John Arthur ‘Jack’ Brabham was the son of a greengrocer and from an extremely early age, he was less interested in the fruits and vegetables at his father’s shop than the delivery vehicles which carried them till there. Before he could apply for a license, he was driving the delivery vehicles around and, very ably, maintaining their road worthiness as well. He easily got into a technical college and studied practical engineering. At 18, he was now part of the Royal Australian Air Force. Although his wish was to fly but he mainly stayed back on the ground and trained to fill the huge shortage of mechanics during the Second World War.
In 1946, Brabham was discharged and with the help of an uncle, he set up a engineering workshop in Sydney. Jack got married and had three sons, each of whom would go onto race like their father although none of them would ever be able to attain the heights that Jack would. His affair with motorsports began as a builder. He built a midget car for a friend who raced regularly on dirt tracks. Once the friend stopped driving, Jack decided that he would give it a shot and he did. Slowly, he became a regular winner at it. Making his own midgets, Jack won the Australian Championships an incredible four consecutive times.
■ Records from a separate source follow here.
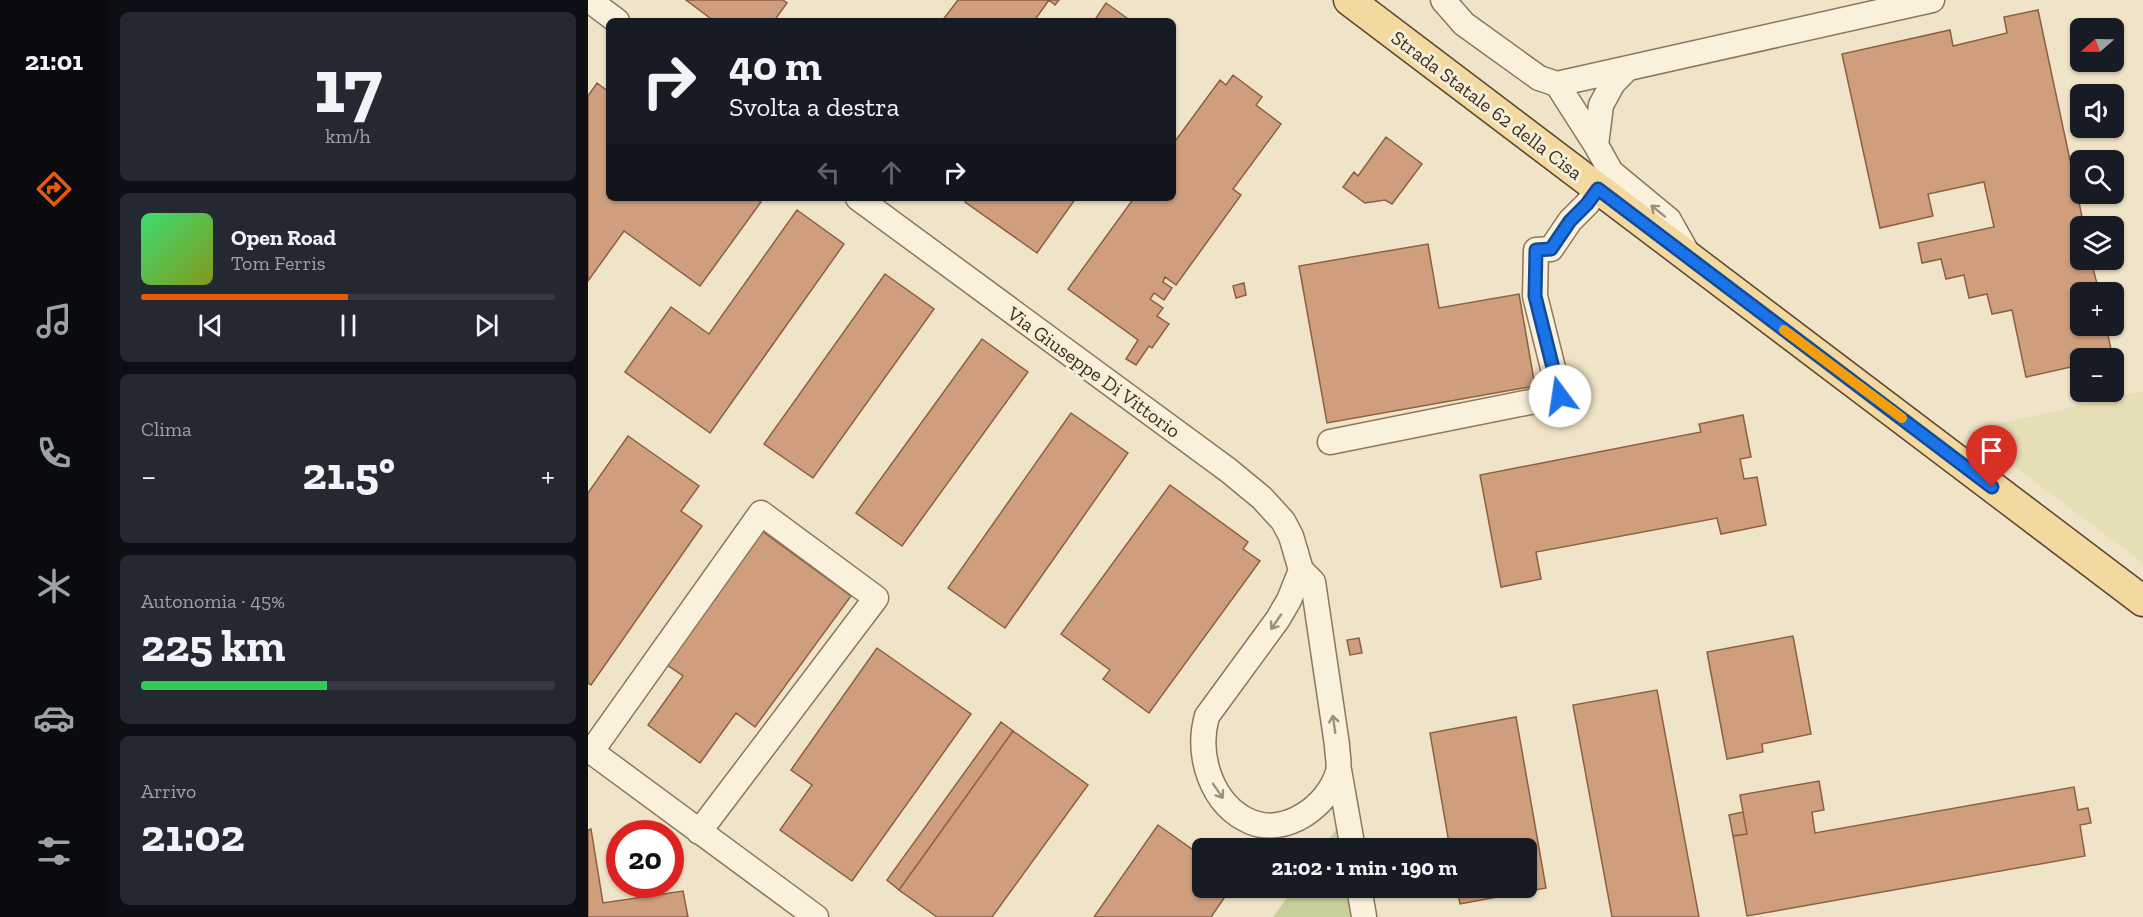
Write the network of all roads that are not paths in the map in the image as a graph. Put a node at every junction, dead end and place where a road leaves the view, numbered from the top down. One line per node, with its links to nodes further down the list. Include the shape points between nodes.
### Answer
1 (589, 0): 5 (street)
2 (1349, 0): 9 (main road, Strada Statale 62 della Cisa)
3 (1443, 0): 7 (street, via 1464,24 1539,78)
4 (1932, 0): 6 (street)
5 (613, 18)
6 (1629, 68): 7 (street); 8 (street, via 1613,82 1601,105)
7 (1557, 84): 8 (street)
8 (1596, 145): 11 (street, one-way to 8, via 1669,220 1611,172)
9 (1598, 189): 11 (main road, Strada Statale 62 della Cisa); 12 (street, via 1551,249 1536,250 1535,296 1560,396)
10 (862, 201): 13 (street, Via Giuseppe Di Vittorio, via 1262,498 1291,536)
11 (1690, 259): 14 (main road, Strada Statale 62 della Cisa)
12 (1330, 442)
13 (1301, 570): 16 (street, Via Giuseppe Di Vittorio, one-way to 13, via 1314,582); 16 (street, one-way to 16, via 1278,619 1207,716 1204,758 1210,781 1227,804 1253,823 1281,824 1306,815 1321,803)
14 (2143, 601)
15 (590, 751): 17 (street); 17 (street, via 761,513 876,598)
16 (1339, 770): 18 (street, Via Giuseppe Di Vittorio)
17 (699, 832): 21 (street)
18 (1351, 838)
19 (1361, 898): 20 (street)
20 (1364, 916)
21 (816, 917)

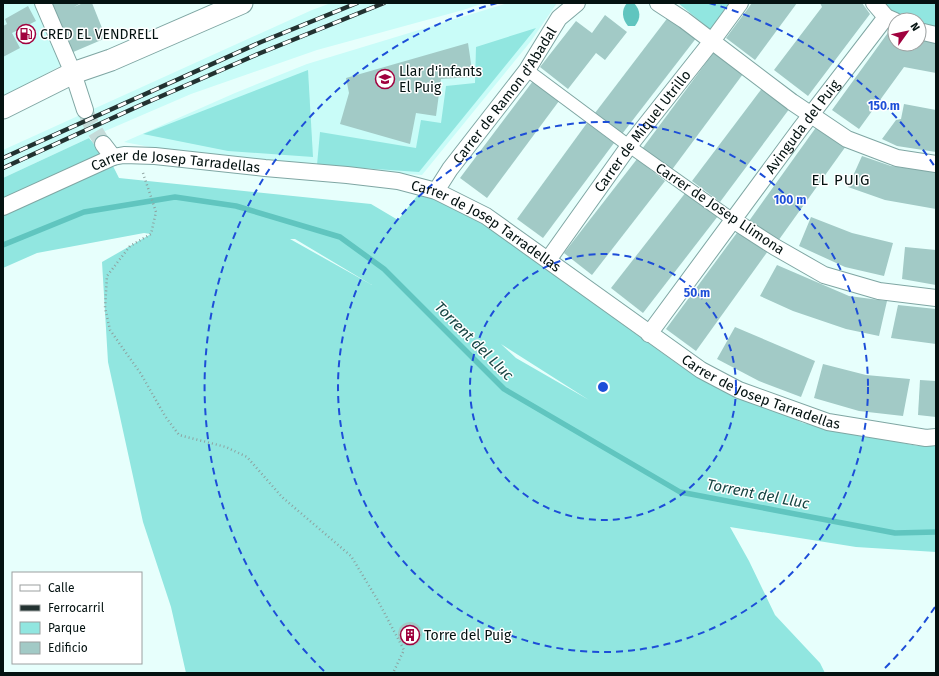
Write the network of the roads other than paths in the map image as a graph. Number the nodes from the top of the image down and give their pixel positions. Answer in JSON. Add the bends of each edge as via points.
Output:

He was also the 1953 HillClimb champion where he drove a Cooper-Bristol. In 1955, Jack came to England to expand his experience in the sport.
In England, Jack met the owner of Cooper automobiles, Charles Cooper. This friendship was soon to launch Cooper into the history books of Formula One and “Black-Jack” Brabham was to become one of the greatest ever to grace the sport.
Brabham persuaded Cooper to adopt the rear-end technique in their Formula One cars and personally built the first chassis in the Cooper Workshop. Brabham’s team, with their rear-engine tiny monsters, began to upstage the big, front-engine Italian and German cars. In 1958, Stirling Moss got the first win for Cooper in Rob Walker’s private entry to the Argentine Grand Prix. The debut of the car had been a success and in 1959, things became even better as Moss won twice and so did Brabham. But Brabham was higher in rankings in the other races and that was enough to ensure that he had his first World Formula One title.